Sabes? Quanto mais conheço as pessoas, mais gosto de ti. Como és feito de nada, como és massa por moldar e relógio quebrado, posso em ti ver todas as virtudes do mundo - não deste mundo, mas do outro. Não és corrompido por aquilo a que o Homem chama “carácter” e, custa-me dizer isto, mas talvez não tenhas alma, talvez sejas apenas feito de um desejo de vapor e essa tua falta de alma seja uma vantagem.
As tuas palavras não me magoam, pois a tua voz nunca alcança o limite da minha cabeça. E a tua força não me atinge, pois o teu gesto dissolve-se no ar. Compreendo que possa ser frustrante existires apenas quando quero…ou talvez não sintas coisa alguma porque, bem, tu não sentes coisa alguma.

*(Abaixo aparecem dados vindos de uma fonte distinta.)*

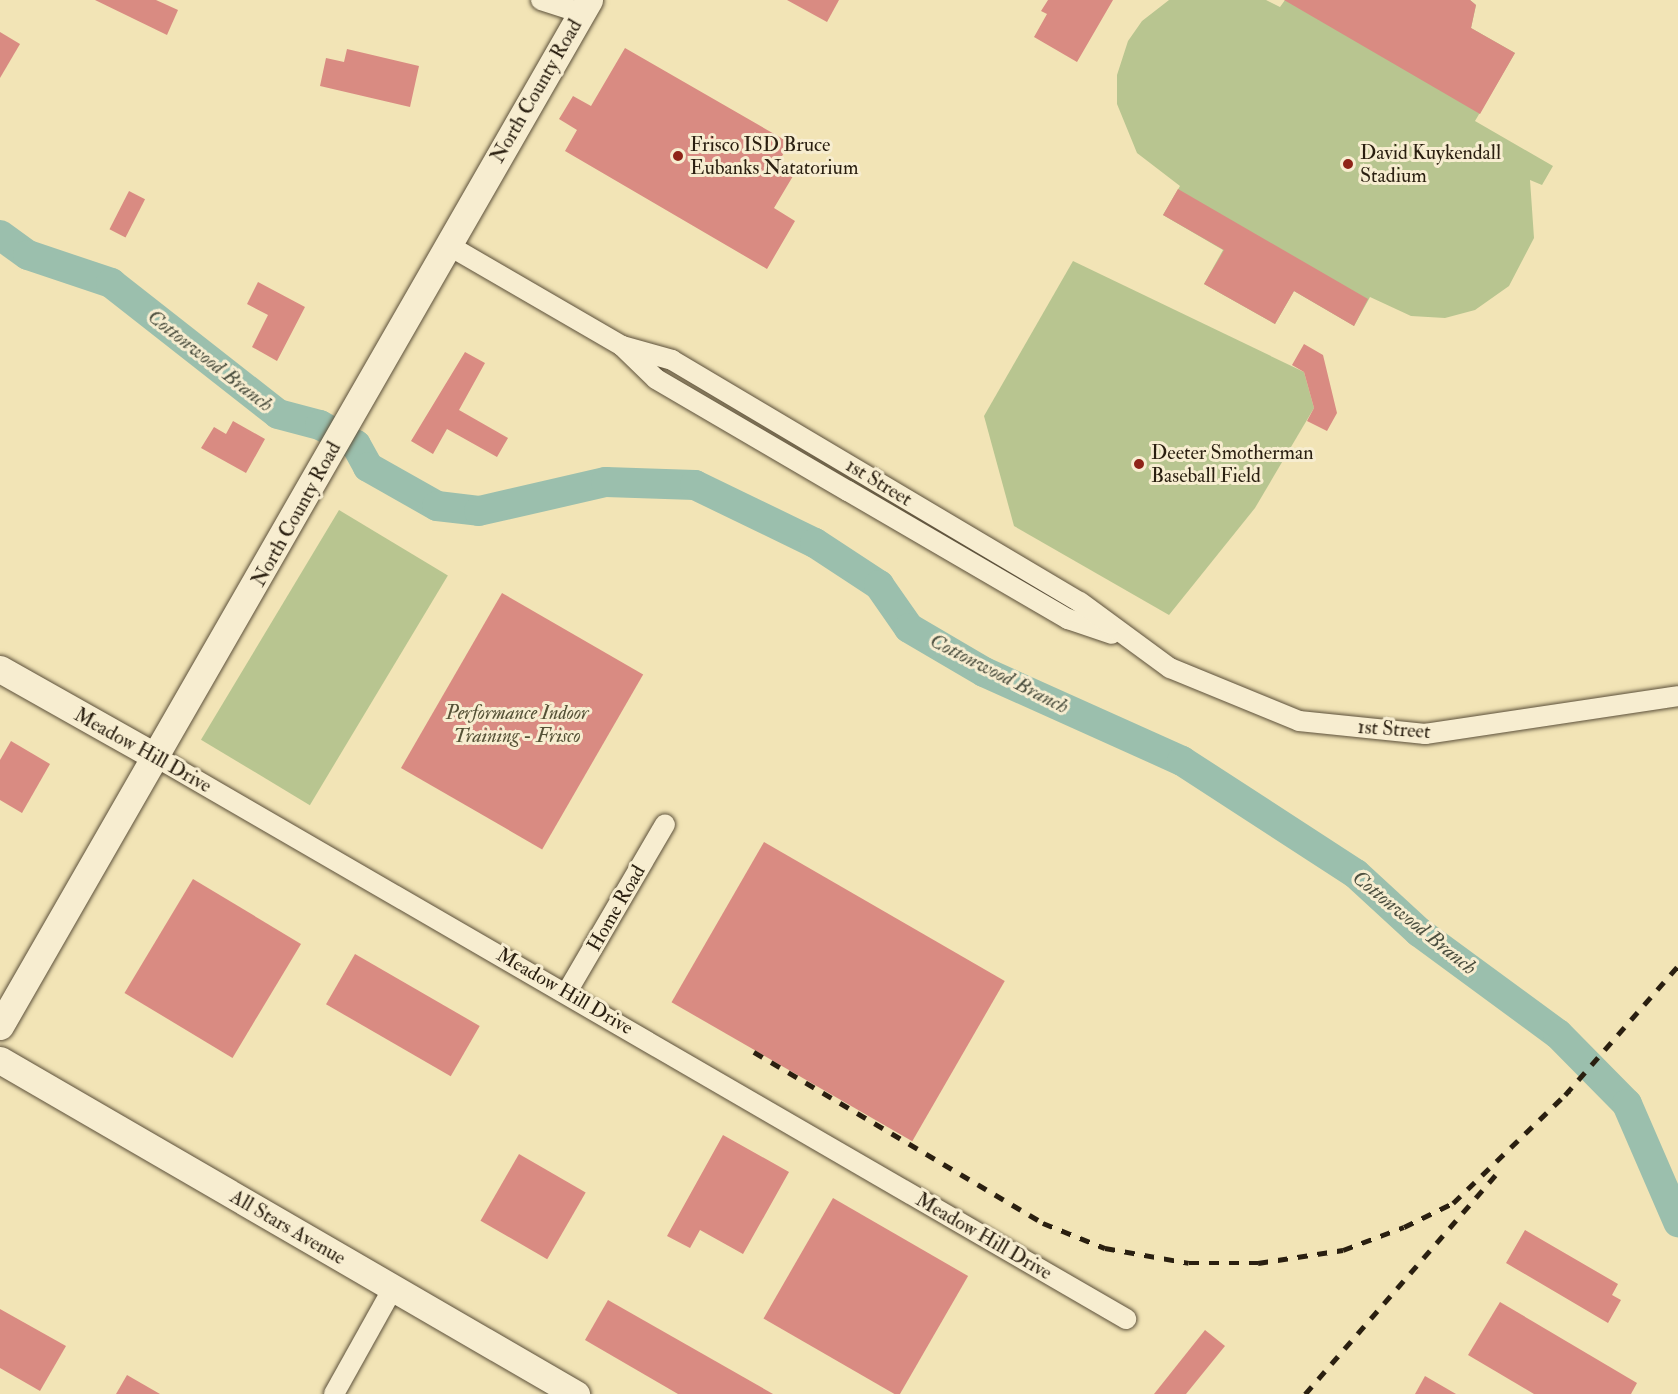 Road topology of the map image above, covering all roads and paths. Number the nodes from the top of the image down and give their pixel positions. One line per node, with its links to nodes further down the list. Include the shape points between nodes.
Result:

És, portanto, a melhor companhia que poderia ter. És a única constante num mundo incerto, onde eu - tão diletante quanto o meu querido Carlos da Maia - estou constantemente com vontade de trocar uns por outros. Pois a ti não troco. Por ti, sinto apenas a dolorosa exactidão do não concreto, aquilo que separa o teu toque do meu.
Debato-me porém com uma dúvida: se conseguisse então sentir-te sob o meu tacto, serias tu o mesmo? Rapidamente te corromperias pela razão, pelo pensamento, pelo conhecimento e sensações humanas, ou manterias a tua integridade de objecto imaterial?
Vou deixar-me de suposições loucas e dormir. Espero-te no meu quarto, querido R.